[[ STORED DATA, beginning ]]
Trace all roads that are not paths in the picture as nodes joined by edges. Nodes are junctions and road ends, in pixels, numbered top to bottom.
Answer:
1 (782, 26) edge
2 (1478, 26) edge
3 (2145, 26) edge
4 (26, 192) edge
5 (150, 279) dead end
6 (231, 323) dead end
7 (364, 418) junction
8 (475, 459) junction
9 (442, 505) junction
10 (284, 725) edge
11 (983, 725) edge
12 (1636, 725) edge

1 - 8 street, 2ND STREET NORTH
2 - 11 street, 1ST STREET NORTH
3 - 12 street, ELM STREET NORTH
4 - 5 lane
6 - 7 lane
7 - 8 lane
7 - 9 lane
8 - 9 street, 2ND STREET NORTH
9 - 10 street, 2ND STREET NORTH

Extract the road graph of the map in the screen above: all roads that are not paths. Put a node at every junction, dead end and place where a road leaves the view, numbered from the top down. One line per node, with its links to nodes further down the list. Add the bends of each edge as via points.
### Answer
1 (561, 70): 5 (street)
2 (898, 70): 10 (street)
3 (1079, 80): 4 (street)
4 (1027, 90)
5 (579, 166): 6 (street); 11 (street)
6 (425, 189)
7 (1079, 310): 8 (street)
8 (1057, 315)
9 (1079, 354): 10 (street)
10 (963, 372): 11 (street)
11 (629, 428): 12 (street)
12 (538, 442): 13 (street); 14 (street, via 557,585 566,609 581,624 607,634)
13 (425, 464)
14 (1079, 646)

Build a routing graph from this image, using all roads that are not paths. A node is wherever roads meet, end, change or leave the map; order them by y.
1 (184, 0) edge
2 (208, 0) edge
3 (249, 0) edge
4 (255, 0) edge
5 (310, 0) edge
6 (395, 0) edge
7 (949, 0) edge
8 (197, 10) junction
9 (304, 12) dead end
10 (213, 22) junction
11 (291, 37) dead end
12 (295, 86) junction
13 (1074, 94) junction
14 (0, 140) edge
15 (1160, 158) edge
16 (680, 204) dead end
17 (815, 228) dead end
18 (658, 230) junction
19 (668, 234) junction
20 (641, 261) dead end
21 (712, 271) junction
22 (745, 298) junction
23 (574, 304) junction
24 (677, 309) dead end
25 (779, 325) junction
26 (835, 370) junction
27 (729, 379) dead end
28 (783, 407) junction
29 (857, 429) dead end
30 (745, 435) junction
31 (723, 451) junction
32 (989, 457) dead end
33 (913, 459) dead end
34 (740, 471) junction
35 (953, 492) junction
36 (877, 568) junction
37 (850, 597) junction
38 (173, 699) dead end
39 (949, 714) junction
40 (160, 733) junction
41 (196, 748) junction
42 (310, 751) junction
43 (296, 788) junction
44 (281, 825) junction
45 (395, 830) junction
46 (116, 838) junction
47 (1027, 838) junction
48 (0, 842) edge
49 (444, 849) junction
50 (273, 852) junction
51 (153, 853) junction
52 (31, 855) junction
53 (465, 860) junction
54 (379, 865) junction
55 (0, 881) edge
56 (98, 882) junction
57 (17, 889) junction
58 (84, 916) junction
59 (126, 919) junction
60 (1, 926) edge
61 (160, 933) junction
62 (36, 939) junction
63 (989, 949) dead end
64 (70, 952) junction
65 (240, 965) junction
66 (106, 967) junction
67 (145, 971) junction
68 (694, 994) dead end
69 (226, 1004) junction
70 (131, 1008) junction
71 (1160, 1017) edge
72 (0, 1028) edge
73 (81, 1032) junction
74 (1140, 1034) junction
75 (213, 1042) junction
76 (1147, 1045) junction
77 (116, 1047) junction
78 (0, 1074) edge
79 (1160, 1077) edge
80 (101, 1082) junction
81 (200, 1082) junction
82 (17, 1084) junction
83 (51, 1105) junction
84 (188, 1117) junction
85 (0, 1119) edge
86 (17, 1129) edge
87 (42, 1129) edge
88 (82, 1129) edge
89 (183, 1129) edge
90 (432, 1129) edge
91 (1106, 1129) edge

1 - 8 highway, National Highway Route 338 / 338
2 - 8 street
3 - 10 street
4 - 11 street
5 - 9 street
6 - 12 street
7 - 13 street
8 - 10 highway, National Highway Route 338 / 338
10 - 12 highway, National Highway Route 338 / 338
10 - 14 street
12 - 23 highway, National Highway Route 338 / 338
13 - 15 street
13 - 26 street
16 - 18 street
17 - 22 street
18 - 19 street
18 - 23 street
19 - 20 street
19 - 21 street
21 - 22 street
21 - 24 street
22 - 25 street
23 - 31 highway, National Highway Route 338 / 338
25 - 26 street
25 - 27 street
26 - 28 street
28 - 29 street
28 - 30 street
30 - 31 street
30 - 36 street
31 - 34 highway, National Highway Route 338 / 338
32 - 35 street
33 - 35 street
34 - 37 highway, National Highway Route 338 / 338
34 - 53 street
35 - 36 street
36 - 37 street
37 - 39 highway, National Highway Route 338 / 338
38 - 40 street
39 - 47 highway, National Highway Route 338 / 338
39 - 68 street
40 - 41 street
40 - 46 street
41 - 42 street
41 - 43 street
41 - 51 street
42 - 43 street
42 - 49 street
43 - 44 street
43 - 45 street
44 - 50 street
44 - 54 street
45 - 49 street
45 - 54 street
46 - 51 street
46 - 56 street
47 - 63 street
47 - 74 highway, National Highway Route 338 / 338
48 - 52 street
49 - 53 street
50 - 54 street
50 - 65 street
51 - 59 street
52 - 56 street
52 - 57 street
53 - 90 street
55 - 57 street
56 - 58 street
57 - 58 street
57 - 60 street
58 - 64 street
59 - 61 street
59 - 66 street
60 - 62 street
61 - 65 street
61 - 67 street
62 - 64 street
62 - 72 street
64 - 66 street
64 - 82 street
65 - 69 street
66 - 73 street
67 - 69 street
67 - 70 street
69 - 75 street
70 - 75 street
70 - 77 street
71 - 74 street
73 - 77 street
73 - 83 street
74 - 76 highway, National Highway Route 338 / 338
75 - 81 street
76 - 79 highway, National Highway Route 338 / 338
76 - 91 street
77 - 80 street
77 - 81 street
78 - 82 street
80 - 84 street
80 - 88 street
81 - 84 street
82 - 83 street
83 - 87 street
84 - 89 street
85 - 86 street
[[ STORED DATA, end ]]
**PROBLEM DESCRIPTION:**
All the records shown above need to be given again exactly.

**RESPONSE BELOW:**
Trace all roads that are not paths in the picture as nodes joined by edges. Nodes are junctions and road ends, in pixels, numbered top to bottom.
Answer:
1 (782, 26) edge
2 (1478, 26) edge
3 (2145, 26) edge
4 (26, 192) edge
5 (150, 279) dead end
6 (231, 323) dead end
7 (364, 418) junction
8 (475, 459) junction
9 (442, 505) junction
10 (284, 725) edge
11 (983, 725) edge
12 (1636, 725) edge

1 - 8 street, 2ND STREET NORTH
2 - 11 street, 1ST STREET NORTH
3 - 12 street, ELM STREET NORTH
4 - 5 lane
6 - 7 lane
7 - 8 lane
7 - 9 lane
8 - 9 street, 2ND STREET NORTH
9 - 10 street, 2ND STREET NORTH

Extract the road graph of the map in the screen above: all roads that are not paths. Put a node at every junction, dead end and place where a road leaves the view, numbered from the top down. One line per node, with its links to nodes further down the list. Add the bends of each edge as via points.
### Answer
1 (561, 70): 5 (street)
2 (898, 70): 10 (street)
3 (1079, 80): 4 (street)
4 (1027, 90)
5 (579, 166): 6 (street); 11 (street)
6 (425, 189)
7 (1079, 310): 8 (street)
8 (1057, 315)
9 (1079, 354): 10 (street)
10 (963, 372): 11 (street)
11 (629, 428): 12 (street)
12 (538, 442): 13 (street); 14 (street, via 557,585 566,609 581,624 607,634)
13 (425, 464)
14 (1079, 646)

Build a routing graph from this image, using all roads that are not paths. A node is wherever roads meet, end, change or leave the map; order them by y.
1 (184, 0) edge
2 (208, 0) edge
3 (249, 0) edge
4 (255, 0) edge
5 (310, 0) edge
6 (395, 0) edge
7 (949, 0) edge
8 (197, 10) junction
9 (304, 12) dead end
10 (213, 22) junction
11 (291, 37) dead end
12 (295, 86) junction
13 (1074, 94) junction
14 (0, 140) edge
15 (1160, 158) edge
16 (680, 204) dead end
17 (815, 228) dead end
18 (658, 230) junction
19 (668, 234) junction
20 (641, 261) dead end
21 (712, 271) junction
22 (745, 298) junction
23 (574, 304) junction
24 (677, 309) dead end
25 (779, 325) junction
26 (835, 370) junction
27 (729, 379) dead end
28 (783, 407) junction
29 (857, 429) dead end
30 (745, 435) junction
31 (723, 451) junction
32 (989, 457) dead end
33 (913, 459) dead end
34 (740, 471) junction
35 (953, 492) junction
36 (877, 568) junction
37 (850, 597) junction
38 (173, 699) dead end
39 (949, 714) junction
40 (160, 733) junction
41 (196, 748) junction
42 (310, 751) junction
43 (296, 788) junction
44 (281, 825) junction
45 (395, 830) junction
46 (116, 838) junction
47 (1027, 838) junction
48 (0, 842) edge
49 (444, 849) junction
50 (273, 852) junction
51 (153, 853) junction
52 (31, 855) junction
53 (465, 860) junction
54 (379, 865) junction
55 (0, 881) edge
56 (98, 882) junction
57 (17, 889) junction
58 (84, 916) junction
59 (126, 919) junction
60 (1, 926) edge
61 (160, 933) junction
62 (36, 939) junction
63 (989, 949) dead end
64 (70, 952) junction
65 (240, 965) junction
66 (106, 967) junction
67 (145, 971) junction
68 (694, 994) dead end
69 (226, 1004) junction
70 (131, 1008) junction
71 (1160, 1017) edge
72 (0, 1028) edge
73 (81, 1032) junction
74 (1140, 1034) junction
75 (213, 1042) junction
76 (1147, 1045) junction
77 (116, 1047) junction
78 (0, 1074) edge
79 (1160, 1077) edge
80 (101, 1082) junction
81 (200, 1082) junction
82 (17, 1084) junction
83 (51, 1105) junction
84 (188, 1117) junction
85 (0, 1119) edge
86 (17, 1129) edge
87 (42, 1129) edge
88 (82, 1129) edge
89 (183, 1129) edge
90 (432, 1129) edge
91 (1106, 1129) edge

1 - 8 highway, National Highway Route 338 / 338
2 - 8 street
3 - 10 street
4 - 11 street
5 - 9 street
6 - 12 street
7 - 13 street
8 - 10 highway, National Highway Route 338 / 338
10 - 12 highway, National Highway Route 338 / 338
10 - 14 street
12 - 23 highway, National Highway Route 338 / 338
13 - 15 street
13 - 26 street
16 - 18 street
17 - 22 street
18 - 19 street
18 - 23 street
19 - 20 street
19 - 21 street
21 - 22 street
21 - 24 street
22 - 25 street
23 - 31 highway, National Highway Route 338 / 338
25 - 26 street
25 - 27 street
26 - 28 street
28 - 29 street
28 - 30 street
30 - 31 street
30 - 36 street
31 - 34 highway, National Highway Route 338 / 338
32 - 35 street
33 - 35 street
34 - 37 highway, National Highway Route 338 / 338
34 - 53 street
35 - 36 street
36 - 37 street
37 - 39 highway, National Highway Route 338 / 338
38 - 40 street
39 - 47 highway, National Highway Route 338 / 338
39 - 68 street
40 - 41 street
40 - 46 street
41 - 42 street
41 - 43 street
41 - 51 street
42 - 43 street
42 - 49 street
43 - 44 street
43 - 45 street
44 - 50 street
44 - 54 street
45 - 49 street
45 - 54 street
46 - 51 street
46 - 56 street
47 - 63 street
47 - 74 highway, National Highway Route 338 / 338
48 - 52 street
49 - 53 street
50 - 54 street
50 - 65 street
51 - 59 street
52 - 56 street
52 - 57 street
53 - 90 street
55 - 57 street
56 - 58 street
57 - 58 street
57 - 60 street
58 - 64 street
59 - 61 street
59 - 66 street
60 - 62 street
61 - 65 street
61 - 67 street
62 - 64 street
62 - 72 street
64 - 66 street
64 - 82 street
65 - 69 street
66 - 73 street
67 - 69 street
67 - 70 street
69 - 75 street
70 - 75 street
70 - 77 street
71 - 74 street
73 - 77 street
73 - 83 street
74 - 76 highway, National Highway Route 338 / 338
75 - 81 street
76 - 79 highway, National Highway Route 338 / 338
76 - 91 street
77 - 80 street
77 - 81 street
78 - 82 street
80 - 84 street
80 - 88 street
81 - 84 street
82 - 83 street
83 - 87 street
84 - 89 street
85 - 86 street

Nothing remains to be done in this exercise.